Extracted material ->
--

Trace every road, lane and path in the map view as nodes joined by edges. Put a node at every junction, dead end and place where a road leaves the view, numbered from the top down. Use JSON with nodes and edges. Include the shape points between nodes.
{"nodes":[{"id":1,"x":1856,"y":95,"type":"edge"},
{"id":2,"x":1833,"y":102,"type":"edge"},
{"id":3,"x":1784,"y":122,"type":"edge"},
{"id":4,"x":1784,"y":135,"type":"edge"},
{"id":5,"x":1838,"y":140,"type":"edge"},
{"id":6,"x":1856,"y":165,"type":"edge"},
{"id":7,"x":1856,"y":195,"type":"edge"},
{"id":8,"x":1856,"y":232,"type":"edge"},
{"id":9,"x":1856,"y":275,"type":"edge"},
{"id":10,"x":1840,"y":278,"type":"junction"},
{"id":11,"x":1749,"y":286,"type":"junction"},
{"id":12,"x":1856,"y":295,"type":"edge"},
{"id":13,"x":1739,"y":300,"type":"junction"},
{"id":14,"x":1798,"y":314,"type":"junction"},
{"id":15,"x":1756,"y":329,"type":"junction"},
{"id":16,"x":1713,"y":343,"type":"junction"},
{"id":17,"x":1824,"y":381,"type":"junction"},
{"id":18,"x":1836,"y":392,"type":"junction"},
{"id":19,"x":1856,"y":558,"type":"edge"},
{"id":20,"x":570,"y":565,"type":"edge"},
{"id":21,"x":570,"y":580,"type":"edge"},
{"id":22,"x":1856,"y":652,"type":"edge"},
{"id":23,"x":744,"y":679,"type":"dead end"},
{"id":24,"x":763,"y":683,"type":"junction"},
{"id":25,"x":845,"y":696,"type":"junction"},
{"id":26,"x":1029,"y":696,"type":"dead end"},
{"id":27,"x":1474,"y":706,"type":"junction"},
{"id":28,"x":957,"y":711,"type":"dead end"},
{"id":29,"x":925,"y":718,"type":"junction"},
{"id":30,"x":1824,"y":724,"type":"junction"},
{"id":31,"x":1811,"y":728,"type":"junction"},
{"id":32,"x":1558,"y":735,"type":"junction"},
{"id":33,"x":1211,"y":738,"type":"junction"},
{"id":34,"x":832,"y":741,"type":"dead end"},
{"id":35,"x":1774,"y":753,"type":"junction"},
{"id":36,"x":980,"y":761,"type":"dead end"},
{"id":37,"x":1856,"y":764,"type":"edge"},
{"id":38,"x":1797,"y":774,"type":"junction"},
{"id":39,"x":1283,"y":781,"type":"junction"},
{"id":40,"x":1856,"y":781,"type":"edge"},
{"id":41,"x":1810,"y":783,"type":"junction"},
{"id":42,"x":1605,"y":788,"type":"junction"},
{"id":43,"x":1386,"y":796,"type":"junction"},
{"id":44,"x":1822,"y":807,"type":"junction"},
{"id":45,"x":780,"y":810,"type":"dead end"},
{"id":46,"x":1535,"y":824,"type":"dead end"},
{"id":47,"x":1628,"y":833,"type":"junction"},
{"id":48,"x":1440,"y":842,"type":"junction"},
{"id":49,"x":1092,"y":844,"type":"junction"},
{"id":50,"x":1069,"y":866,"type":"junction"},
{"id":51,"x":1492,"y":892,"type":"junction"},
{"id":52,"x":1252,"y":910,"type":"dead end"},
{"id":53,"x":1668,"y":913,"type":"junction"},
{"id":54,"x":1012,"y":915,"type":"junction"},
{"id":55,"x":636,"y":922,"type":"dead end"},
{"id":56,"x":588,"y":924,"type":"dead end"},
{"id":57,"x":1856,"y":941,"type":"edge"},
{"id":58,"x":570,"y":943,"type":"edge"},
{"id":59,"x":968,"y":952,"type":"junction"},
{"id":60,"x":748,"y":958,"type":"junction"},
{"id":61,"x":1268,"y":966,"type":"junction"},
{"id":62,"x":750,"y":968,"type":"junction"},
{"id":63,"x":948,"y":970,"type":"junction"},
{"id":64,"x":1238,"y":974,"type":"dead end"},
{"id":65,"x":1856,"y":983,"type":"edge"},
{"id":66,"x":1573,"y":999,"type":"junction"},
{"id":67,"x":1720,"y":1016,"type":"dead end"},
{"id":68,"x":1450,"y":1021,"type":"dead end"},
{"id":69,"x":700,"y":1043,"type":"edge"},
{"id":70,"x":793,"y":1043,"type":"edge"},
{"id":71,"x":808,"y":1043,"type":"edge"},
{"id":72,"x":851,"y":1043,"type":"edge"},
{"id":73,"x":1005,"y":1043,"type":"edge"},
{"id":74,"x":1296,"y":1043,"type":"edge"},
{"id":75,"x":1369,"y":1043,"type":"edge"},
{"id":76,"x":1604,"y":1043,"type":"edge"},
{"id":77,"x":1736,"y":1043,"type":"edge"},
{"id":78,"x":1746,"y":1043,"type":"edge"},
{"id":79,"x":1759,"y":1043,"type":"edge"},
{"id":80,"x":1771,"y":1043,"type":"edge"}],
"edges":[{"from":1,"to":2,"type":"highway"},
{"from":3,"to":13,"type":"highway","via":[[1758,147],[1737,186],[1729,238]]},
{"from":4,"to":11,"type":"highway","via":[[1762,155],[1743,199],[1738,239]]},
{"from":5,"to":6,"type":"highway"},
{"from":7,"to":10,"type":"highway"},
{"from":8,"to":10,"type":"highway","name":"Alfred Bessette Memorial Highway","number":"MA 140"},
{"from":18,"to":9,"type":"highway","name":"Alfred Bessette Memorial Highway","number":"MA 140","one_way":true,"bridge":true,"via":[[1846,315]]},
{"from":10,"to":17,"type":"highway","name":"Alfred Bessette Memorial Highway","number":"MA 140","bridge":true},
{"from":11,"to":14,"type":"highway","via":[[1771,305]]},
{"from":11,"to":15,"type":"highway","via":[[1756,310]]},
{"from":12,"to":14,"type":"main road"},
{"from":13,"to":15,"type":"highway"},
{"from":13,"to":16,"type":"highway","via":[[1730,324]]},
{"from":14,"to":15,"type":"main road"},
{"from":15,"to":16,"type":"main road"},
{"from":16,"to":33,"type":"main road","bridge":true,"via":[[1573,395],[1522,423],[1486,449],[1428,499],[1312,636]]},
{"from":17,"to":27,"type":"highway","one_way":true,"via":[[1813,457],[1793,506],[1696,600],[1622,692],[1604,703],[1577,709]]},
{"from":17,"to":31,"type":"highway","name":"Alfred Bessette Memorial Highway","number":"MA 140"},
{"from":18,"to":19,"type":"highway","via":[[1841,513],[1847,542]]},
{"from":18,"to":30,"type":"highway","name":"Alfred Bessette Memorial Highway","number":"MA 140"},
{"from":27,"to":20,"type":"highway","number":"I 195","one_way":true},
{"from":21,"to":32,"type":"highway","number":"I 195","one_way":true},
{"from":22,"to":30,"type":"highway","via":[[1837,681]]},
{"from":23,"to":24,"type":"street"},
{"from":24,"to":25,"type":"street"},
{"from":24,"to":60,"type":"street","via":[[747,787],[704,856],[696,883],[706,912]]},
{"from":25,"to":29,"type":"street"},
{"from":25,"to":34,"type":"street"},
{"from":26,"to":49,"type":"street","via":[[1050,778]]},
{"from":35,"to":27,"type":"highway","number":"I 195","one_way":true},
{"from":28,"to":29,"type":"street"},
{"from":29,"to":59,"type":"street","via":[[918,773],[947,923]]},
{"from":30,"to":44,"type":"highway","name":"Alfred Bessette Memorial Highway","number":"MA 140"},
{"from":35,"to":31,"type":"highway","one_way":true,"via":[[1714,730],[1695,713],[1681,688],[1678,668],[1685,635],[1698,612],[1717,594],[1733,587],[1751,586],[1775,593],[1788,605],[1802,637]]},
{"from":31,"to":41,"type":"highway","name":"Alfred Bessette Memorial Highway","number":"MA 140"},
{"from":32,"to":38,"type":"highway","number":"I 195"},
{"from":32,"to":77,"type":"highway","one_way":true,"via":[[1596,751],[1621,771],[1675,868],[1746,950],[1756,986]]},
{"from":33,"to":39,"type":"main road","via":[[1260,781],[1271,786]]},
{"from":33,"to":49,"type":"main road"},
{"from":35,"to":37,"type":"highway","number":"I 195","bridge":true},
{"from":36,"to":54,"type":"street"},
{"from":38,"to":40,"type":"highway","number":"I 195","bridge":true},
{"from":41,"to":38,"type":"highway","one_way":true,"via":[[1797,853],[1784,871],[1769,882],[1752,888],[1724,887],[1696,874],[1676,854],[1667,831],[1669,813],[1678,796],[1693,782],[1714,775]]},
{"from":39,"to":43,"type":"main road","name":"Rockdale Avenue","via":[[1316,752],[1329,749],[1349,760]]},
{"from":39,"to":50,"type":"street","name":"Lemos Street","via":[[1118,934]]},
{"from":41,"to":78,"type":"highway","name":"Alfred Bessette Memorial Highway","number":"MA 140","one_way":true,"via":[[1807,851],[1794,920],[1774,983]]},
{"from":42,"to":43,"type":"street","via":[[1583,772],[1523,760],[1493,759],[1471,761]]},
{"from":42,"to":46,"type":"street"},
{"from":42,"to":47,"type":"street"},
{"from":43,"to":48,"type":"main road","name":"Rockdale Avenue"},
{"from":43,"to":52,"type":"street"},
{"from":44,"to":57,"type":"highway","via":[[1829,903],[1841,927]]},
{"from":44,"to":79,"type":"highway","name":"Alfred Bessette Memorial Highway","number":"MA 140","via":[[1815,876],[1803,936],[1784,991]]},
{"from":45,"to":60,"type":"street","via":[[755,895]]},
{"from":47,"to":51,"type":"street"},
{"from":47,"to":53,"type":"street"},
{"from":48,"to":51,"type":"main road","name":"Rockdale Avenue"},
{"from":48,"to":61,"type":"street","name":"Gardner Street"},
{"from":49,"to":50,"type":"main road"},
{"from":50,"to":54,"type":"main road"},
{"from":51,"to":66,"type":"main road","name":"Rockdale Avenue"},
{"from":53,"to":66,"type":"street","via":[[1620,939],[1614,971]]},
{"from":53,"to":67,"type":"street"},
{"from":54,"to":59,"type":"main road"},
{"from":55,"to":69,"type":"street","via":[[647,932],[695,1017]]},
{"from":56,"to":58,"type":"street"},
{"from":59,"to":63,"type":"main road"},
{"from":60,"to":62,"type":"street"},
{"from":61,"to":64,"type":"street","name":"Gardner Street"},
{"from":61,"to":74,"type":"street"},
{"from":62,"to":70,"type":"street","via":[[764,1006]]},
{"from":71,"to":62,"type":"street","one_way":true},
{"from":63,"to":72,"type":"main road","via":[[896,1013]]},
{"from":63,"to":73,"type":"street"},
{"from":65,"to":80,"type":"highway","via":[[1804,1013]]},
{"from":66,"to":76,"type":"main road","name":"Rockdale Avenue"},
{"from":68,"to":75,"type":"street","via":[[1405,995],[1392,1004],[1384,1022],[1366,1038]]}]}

--

What this task involves -> Copy out each line of the entries above that holds "bridge".

Answer space ->
{"from":18,"to":9,"type":"highway","name":"Alfred Bessette Memorial Highway","number":"MA 140","one_way":true,"bridge":true,"via":[[1846,315]]},
{"from":10,"to":17,"type":"highway","name":"Alfred Bessette Memorial Highway","number":"MA 140","bridge":true},
{"from":16,"to":33,"type":"main road","bridge":true,"via":[[1573,395],[1522,423],[1486,449],[1428,499],[1312,636]]},
{"from":35,"to":37,"type":"highway","number":"I 195","bridge":true},
{"from":38,"to":40,"type":"highway","number":"I 195","bridge":true},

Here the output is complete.